Look over the lines below. Report each one that includes the string "auto".
*** Opening DATA ***
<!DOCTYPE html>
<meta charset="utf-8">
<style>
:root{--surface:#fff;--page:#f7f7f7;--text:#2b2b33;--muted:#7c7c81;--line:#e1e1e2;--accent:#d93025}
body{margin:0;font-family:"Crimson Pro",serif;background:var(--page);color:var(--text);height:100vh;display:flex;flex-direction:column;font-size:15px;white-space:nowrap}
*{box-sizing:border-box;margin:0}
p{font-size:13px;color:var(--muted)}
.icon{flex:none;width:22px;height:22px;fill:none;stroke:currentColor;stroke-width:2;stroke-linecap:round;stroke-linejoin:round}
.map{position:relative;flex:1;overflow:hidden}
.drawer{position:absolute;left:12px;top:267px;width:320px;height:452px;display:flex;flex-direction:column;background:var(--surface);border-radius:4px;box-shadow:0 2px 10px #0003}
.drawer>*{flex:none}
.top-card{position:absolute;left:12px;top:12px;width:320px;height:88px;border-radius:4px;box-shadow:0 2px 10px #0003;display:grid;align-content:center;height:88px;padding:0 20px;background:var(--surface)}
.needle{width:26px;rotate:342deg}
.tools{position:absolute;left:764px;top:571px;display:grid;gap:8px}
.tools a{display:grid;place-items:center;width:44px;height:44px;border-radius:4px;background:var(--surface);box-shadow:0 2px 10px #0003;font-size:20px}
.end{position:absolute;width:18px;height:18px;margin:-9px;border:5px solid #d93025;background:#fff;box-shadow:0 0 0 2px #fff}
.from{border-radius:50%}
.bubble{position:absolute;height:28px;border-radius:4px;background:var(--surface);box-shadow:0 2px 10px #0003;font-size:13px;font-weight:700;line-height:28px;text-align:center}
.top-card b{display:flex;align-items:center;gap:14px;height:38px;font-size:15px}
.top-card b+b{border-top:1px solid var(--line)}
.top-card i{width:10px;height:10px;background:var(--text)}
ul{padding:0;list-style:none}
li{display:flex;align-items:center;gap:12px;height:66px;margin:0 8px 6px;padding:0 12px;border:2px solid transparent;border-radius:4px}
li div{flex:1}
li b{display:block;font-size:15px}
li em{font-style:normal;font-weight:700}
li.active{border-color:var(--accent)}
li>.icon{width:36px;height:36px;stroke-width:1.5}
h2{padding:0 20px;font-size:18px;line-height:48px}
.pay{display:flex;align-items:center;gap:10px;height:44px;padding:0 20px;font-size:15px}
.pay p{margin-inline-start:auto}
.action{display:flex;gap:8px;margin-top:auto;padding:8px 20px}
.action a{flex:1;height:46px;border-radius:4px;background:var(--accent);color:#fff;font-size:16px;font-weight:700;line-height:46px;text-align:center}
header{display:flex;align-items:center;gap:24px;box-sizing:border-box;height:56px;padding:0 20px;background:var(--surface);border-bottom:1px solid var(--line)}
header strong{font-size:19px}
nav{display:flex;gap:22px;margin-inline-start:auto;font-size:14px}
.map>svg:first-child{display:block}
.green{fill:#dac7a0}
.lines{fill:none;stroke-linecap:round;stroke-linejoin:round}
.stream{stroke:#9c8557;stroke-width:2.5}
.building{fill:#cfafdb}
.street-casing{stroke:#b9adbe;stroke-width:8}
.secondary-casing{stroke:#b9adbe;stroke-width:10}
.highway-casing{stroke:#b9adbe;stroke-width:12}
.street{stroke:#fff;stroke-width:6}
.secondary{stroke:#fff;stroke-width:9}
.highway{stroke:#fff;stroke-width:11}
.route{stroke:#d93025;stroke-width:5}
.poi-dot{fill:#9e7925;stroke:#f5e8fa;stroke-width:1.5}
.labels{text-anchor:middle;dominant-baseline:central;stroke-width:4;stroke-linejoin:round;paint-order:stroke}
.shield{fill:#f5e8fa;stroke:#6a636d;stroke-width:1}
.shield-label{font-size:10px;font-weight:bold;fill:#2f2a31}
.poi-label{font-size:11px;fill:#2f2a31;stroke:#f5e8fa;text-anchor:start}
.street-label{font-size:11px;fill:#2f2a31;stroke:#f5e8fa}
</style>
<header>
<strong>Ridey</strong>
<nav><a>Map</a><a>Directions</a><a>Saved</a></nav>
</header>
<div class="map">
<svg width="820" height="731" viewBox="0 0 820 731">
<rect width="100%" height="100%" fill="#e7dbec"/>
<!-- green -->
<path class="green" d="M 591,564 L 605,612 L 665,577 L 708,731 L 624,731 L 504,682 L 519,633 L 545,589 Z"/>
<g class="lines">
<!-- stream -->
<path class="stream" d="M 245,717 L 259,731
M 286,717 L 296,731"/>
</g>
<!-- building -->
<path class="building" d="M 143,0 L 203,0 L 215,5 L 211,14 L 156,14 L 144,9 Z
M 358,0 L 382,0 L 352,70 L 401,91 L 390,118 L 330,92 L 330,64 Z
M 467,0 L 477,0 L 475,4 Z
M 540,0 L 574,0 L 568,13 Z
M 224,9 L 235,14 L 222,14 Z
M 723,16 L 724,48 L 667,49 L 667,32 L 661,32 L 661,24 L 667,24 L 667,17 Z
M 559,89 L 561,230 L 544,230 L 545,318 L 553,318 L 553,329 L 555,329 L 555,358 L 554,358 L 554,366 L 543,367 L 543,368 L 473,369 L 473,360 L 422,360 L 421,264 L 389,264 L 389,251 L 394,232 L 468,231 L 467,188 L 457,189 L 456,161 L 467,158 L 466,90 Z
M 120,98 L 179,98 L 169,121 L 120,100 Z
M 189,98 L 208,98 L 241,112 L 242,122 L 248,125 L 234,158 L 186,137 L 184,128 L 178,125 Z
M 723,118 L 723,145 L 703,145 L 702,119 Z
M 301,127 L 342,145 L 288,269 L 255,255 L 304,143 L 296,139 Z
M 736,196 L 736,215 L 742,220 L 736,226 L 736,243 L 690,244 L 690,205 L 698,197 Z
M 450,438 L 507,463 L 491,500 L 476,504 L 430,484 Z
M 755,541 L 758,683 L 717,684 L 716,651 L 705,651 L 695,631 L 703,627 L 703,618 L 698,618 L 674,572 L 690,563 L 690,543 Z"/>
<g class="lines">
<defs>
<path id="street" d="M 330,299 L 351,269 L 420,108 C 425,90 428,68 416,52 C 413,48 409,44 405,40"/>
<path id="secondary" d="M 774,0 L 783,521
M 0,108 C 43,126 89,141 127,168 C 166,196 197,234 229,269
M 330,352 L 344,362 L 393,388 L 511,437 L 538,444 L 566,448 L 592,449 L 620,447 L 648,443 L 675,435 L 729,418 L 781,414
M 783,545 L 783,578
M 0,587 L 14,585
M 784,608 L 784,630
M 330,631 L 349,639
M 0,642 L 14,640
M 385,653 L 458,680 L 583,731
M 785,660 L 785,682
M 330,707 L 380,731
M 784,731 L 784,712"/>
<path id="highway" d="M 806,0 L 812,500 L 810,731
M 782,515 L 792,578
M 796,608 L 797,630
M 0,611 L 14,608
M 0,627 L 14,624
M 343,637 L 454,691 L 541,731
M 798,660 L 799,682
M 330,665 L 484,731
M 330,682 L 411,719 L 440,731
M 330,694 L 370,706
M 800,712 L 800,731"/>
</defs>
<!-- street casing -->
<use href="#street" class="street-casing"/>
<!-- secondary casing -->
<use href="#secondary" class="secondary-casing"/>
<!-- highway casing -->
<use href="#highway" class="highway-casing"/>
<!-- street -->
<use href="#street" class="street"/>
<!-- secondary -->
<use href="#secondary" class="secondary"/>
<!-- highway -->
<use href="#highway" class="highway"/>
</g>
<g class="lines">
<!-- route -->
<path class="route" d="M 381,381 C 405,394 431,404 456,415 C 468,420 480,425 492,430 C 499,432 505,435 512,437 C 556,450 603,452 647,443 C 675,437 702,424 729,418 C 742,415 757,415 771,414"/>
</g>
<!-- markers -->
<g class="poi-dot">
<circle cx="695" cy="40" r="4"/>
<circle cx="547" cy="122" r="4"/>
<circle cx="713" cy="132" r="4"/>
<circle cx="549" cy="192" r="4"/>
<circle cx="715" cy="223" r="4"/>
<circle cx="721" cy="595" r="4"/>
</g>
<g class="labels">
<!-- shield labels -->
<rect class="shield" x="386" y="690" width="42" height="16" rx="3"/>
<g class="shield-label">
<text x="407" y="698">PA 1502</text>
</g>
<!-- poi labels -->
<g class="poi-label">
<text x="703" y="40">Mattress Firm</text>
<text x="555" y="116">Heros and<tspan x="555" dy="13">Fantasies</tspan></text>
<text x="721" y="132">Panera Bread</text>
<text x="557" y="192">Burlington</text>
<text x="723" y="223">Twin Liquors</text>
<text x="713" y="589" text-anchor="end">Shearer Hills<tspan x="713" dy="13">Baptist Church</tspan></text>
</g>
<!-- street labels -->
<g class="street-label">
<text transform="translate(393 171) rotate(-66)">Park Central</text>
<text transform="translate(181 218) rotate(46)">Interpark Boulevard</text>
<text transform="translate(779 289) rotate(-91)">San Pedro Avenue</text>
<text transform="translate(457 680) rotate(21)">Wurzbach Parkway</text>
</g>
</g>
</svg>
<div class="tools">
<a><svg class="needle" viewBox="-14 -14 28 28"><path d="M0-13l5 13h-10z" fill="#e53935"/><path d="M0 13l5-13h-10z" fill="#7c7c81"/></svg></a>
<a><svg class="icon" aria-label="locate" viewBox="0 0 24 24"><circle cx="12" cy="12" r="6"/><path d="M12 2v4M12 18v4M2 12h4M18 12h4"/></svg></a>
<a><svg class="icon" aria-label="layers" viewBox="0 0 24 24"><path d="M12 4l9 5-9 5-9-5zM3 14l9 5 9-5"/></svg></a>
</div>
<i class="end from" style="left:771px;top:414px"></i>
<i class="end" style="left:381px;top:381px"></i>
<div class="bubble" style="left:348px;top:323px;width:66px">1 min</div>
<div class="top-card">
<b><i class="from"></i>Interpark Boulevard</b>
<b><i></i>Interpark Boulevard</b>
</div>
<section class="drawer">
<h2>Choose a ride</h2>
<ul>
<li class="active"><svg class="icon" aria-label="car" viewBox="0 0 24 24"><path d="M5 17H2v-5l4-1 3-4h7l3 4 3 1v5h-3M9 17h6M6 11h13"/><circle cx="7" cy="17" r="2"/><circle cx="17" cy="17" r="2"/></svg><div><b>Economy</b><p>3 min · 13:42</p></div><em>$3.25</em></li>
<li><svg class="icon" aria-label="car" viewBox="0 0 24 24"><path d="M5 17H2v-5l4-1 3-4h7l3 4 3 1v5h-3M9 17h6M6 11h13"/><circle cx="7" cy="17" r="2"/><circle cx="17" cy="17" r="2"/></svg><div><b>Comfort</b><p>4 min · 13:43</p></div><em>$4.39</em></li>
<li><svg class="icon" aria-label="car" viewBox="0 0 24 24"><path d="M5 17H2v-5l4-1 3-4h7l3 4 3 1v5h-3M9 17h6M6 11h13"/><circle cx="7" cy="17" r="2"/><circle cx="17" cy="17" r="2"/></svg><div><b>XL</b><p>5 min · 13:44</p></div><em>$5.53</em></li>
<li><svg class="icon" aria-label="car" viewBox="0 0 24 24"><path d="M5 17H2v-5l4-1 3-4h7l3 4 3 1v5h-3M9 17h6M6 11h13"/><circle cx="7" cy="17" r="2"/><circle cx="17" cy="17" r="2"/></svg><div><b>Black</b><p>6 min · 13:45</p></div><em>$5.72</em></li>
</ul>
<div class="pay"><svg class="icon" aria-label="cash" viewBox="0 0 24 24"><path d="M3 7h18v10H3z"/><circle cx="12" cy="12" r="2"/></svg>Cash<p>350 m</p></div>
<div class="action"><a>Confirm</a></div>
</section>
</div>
*** Closing DATA ***
### ANSWER TO THIS EXERCISE
.pay p{margin-inline-start:auto}
.action{display:flex;gap:8px;margin-top:auto;padding:8px 20px}
nav{display:flex;gap:22px;margin-inline-start:auto;font-size:14px}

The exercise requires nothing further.